Mi amigo, el fotógrafo Gary, llegó al restaurante por un chaufita de mariscos y para la sed una limonada fresquecita. “María, la captura del dictador Nicolás Maduro en Venezuela por militares de Estados Unidos ha causado gran alegría en los más de ocho millones de llaneros que huyeron de su país por culpa del chavismo y que están por todo el mundo. Bailan en las calles, lloran de felicidad y agradecen a Donald Trump.

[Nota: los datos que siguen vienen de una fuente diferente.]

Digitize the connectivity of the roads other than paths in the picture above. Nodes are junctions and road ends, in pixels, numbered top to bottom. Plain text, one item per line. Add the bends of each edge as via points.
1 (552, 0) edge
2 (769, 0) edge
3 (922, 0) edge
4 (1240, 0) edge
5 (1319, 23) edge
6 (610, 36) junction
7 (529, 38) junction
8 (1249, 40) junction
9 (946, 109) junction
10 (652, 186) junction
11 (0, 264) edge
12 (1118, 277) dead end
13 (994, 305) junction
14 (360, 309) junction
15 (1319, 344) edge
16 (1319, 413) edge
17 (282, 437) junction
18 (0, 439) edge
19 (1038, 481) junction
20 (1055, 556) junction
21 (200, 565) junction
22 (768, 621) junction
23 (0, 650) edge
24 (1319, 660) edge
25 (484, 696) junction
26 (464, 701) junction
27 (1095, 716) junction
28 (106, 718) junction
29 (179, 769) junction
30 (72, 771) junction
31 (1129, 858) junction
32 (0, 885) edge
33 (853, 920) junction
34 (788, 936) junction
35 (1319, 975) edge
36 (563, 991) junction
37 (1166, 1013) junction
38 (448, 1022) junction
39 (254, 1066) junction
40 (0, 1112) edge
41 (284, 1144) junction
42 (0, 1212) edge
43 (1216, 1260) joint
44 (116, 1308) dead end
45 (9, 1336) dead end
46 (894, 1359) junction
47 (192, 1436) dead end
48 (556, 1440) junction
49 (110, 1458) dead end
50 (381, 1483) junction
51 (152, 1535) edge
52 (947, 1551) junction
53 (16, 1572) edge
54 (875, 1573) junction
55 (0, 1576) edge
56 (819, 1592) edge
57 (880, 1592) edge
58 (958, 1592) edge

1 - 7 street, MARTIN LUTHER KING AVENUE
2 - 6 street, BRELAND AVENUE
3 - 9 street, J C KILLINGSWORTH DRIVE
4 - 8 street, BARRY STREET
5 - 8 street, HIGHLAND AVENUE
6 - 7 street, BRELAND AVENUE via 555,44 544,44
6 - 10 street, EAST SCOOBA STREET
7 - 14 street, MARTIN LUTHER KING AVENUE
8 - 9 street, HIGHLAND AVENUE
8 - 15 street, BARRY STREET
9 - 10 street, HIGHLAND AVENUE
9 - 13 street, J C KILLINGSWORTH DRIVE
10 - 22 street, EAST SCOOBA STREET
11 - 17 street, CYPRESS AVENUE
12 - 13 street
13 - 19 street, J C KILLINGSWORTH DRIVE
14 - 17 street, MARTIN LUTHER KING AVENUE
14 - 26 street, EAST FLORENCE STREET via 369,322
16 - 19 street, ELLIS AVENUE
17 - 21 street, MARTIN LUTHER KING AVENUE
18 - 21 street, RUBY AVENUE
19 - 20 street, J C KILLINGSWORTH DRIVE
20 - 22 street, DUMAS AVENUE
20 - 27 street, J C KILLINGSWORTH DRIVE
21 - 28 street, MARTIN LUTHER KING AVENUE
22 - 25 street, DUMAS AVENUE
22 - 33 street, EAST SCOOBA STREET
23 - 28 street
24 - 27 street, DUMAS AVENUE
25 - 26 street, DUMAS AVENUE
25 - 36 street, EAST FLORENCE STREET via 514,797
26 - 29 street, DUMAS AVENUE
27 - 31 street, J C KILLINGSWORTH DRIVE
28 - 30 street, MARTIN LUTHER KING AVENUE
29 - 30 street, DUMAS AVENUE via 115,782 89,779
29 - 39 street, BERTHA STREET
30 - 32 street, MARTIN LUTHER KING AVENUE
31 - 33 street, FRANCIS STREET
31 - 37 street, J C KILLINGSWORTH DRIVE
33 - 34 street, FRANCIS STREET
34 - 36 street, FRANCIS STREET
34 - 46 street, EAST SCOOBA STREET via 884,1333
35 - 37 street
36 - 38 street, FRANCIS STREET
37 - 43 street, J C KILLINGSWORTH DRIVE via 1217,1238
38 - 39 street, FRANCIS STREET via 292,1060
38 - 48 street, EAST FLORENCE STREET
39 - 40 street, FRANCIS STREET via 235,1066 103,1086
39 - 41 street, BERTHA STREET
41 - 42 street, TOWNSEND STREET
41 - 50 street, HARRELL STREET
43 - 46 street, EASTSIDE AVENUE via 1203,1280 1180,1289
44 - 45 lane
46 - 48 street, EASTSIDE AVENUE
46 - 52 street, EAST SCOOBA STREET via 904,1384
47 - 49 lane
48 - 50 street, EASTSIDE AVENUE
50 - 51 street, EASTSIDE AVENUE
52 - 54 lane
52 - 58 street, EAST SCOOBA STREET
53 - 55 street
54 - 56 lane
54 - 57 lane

Según las horas pasan se va aclarando el panorama y, hasta el momento, la banda criminal que gobernaba sigue en el poder, solo con la excepción de Maduro. Pero llama la atención la vergonzosa actitud de varios líderes de la izquierda en varias partes del mundo, incluidos los de Perú, que al unísono critican el operativo norteamericano, evidenciando una vez más su doble rasero.

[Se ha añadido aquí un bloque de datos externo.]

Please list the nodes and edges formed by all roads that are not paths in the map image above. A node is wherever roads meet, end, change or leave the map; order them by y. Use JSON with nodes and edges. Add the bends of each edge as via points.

Los ‘caviares’ locales, que viven en San Isidro y se van de vacaciones a Miami, hablan de ‘inaceptable intervencionismo’ y de ‘violación de la soberanía venezolana’. Pero se quedaron bien callados cuando el dictador socialista cometió fraude en la elección presidencial que ganó Edmundo González Urrutia.
Tampoco dijeron nada cuando el chavismo torturaba y mataba a cientos de personas, o cuando sumió a su país en la miseria, haciendo que millones de personas escapen, incluso recorriendo a pie miles de kilómetros. A esos ‘caviares’, que gozan del capitalismo y llevan una vida placentera, no les importa el sufrimiento de esas personas.

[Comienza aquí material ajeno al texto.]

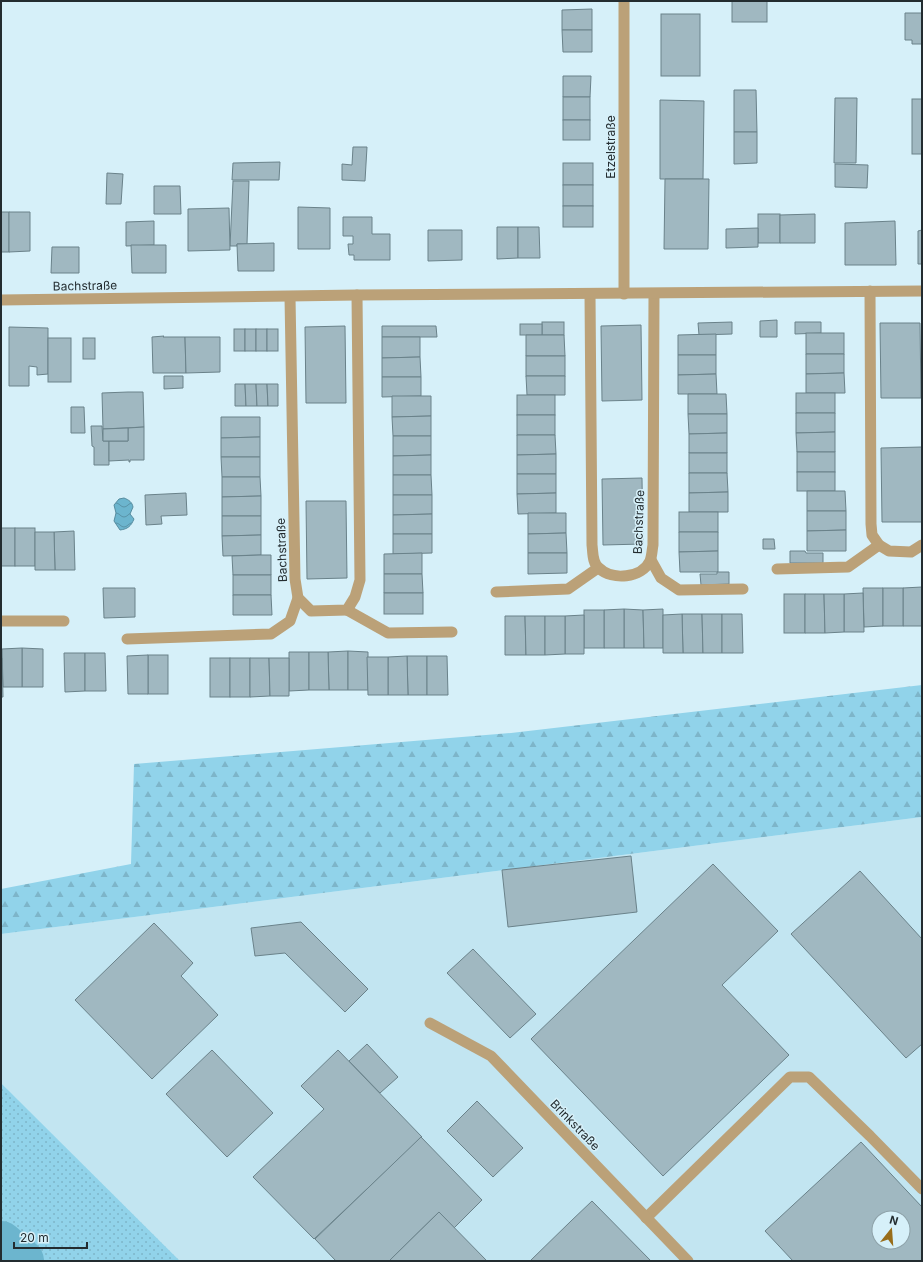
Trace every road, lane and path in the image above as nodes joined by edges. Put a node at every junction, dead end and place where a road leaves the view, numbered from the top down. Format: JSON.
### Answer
{"nodes":[{"id":1,"x":624,"y":1,"type":"edge"},
{"id":2,"x":870,"y":291,"type":"junction"},
{"id":3,"x":922,"y":291,"type":"edge"},
{"id":4,"x":590,"y":294,"type":"junction"},
{"id":5,"x":624,"y":294,"type":"junction"},
{"id":6,"x":654,"y":294,"type":"junction"},
{"id":7,"x":358,"y":295,"type":"junction"},
{"id":8,"x":290,"y":297,"type":"junction"},
{"id":9,"x":1,"y":300,"type":"edge"},
{"id":10,"x":879,"y":545,"type":"junction"},
{"id":11,"x":922,"y":545,"type":"edge"},
{"id":12,"x":651,"y":560,"type":"junction"},
{"id":13,"x":598,"y":568,"type":"junction"},
{"id":14,"x":777,"y":569,"type":"dead end"},
{"id":15,"x":743,"y":589,"type":"dead end"},
{"id":16,"x":496,"y":592,"type":"dead end"},
{"id":17,"x":298,"y":598,"type":"junction"},
{"id":18,"x":347,"y":610,"type":"junction"},
{"id":19,"x":64,"y":621,"type":"dead end"},
{"id":20,"x":1,"y":622,"type":"edge"},
{"id":21,"x":452,"y":632,"type":"dead end"},
{"id":22,"x":127,"y":639,"type":"dead end"},
{"id":23,"x":430,"y":1023,"type":"dead end"},
{"id":24,"x":922,"y":1189,"type":"edge"},
{"id":25,"x":646,"y":1218,"type":"junction"},
{"id":26,"x":688,"y":1261,"type":"edge"}],
"edges":[{"from":1,"to":5,"type":"street","name":"Etzelstraße"},
{"from":2,"to":3,"type":"street","name":"Bachstraße"},
{"from":2,"to":6,"type":"street","name":"Bachstraße"},
{"from":2,"to":10,"type":"street"},
{"from":4,"to":5,"type":"street","name":"Bachstraße"},
{"from":4,"to":7,"type":"street","name":"Bachstraße"},
{"from":4,"to":13,"type":"street"},
{"from":5,"to":6,"type":"street","name":"Bachstraße"},
{"from":6,"to":12,"type":"street","name":"Bachstraße"},
{"from":7,"to":8,"type":"street","name":"Bachstraße"},
{"from":7,"to":18,"type":"street"},
{"from":8,"to":9,"type":"street","name":"Bachstraße"},
{"from":8,"to":17,"type":"street","name":"Bachstraße"},
{"from":10,"to":11,"type":"street"},
{"from":10,"to":14,"type":"street"},
{"from":12,"to":13,"type":"street","name":"Bachstraße"},
{"from":12,"to":15,"type":"street"},
{"from":13,"to":16,"type":"street"},
{"from":17,"to":18,"type":"street","name":"Bachstraße"},
{"from":17,"to":22,"type":"street"},
{"from":18,"to":21,"type":"street"},
{"from":19,"to":20,"type":"street"},
{"from":23,"to":25,"type":"street","name":"Brinkstraße"},
{"from":24,"to":25,"type":"street"},
{"from":25,"to":26,"type":"street","name":"Brinkstraße"}]}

Tampoco reclamaron cuando el chavismo comenzó a exportar de manera perversa a sus peores criminales, incluso sacándolos de las cárceles, a países enemigos del régimen como Perú. Una señora venezolana en Lima que celebraba la caída de Maduro decía que era injusto que critiquen a Trump afirmando que realizó el operativo solo por el petróleo de Venezuela.
Contaba que hace años están en su país los chinos, los rusos y los cubanos, quienes se llevan el petróleo. Todos los países tienen intereses, pero ya es hora de que se respete la voluntad del pueblo venezolano y no de la cúpula delincuencial”. Gary tiene razón. Me voy, cuídense.